**About this exercise:** Read the records beneath this task and copy every line that contains the string "Eaton".

**Saved entries:**
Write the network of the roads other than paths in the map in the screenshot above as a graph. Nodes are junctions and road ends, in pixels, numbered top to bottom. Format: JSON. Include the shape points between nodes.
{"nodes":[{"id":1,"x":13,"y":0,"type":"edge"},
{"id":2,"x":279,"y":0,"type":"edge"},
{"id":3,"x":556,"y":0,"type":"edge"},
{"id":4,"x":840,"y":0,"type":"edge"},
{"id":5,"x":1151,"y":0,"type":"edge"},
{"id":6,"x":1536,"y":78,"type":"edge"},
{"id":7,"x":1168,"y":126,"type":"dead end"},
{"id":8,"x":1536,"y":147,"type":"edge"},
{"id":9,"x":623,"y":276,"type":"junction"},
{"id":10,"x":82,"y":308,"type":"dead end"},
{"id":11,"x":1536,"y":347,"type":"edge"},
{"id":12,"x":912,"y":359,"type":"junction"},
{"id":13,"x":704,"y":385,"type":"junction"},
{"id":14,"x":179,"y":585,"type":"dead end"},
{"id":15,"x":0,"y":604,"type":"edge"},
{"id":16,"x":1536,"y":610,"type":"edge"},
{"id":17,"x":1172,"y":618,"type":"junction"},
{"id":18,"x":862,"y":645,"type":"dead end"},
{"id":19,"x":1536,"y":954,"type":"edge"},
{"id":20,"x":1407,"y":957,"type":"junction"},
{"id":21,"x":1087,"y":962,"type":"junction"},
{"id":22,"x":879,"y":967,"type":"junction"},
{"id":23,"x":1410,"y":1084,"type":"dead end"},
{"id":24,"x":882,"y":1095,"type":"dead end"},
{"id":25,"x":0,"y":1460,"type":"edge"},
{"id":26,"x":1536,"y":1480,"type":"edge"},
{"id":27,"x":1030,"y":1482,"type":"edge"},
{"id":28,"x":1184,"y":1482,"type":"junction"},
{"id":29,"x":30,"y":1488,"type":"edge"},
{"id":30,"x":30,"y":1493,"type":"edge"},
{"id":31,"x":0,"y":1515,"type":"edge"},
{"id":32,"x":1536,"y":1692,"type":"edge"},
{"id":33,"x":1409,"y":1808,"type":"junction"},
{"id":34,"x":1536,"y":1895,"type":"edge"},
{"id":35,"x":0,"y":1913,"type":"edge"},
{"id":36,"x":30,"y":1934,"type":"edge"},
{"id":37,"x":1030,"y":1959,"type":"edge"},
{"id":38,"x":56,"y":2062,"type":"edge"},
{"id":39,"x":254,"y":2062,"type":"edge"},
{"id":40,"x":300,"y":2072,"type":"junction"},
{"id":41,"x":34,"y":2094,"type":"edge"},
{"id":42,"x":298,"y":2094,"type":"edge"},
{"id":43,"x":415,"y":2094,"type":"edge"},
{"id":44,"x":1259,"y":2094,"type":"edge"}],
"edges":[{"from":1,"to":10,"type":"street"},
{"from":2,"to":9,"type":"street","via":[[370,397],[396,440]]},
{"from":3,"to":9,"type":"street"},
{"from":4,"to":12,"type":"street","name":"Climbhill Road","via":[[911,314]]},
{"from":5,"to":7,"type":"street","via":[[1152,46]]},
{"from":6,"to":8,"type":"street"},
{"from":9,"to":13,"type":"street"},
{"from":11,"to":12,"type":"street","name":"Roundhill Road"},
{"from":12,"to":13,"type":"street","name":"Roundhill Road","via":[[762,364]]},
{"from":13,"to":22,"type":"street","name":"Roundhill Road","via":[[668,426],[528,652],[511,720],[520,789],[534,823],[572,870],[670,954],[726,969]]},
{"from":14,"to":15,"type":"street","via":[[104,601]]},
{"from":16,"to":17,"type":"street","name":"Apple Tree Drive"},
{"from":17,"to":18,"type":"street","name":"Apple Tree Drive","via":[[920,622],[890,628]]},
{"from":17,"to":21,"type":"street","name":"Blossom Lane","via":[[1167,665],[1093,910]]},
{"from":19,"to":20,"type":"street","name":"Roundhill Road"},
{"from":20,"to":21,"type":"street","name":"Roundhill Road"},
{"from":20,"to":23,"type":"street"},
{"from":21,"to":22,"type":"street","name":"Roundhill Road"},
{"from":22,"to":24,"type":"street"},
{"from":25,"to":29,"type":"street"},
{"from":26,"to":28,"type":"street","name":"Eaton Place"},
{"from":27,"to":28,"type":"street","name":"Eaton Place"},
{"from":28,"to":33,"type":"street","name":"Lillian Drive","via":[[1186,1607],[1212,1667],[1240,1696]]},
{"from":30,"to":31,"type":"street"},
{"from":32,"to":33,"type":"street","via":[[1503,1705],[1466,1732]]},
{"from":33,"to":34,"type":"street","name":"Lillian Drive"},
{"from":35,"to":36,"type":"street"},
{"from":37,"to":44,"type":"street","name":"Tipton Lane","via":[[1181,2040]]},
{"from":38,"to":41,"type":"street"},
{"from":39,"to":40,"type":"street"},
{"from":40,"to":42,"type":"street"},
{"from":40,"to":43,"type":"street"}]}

**Reply:**
{"from":26,"to":28,"type":"street","name":"Eaton Place"},
{"from":27,"to":28,"type":"street","name":"Eaton Place"},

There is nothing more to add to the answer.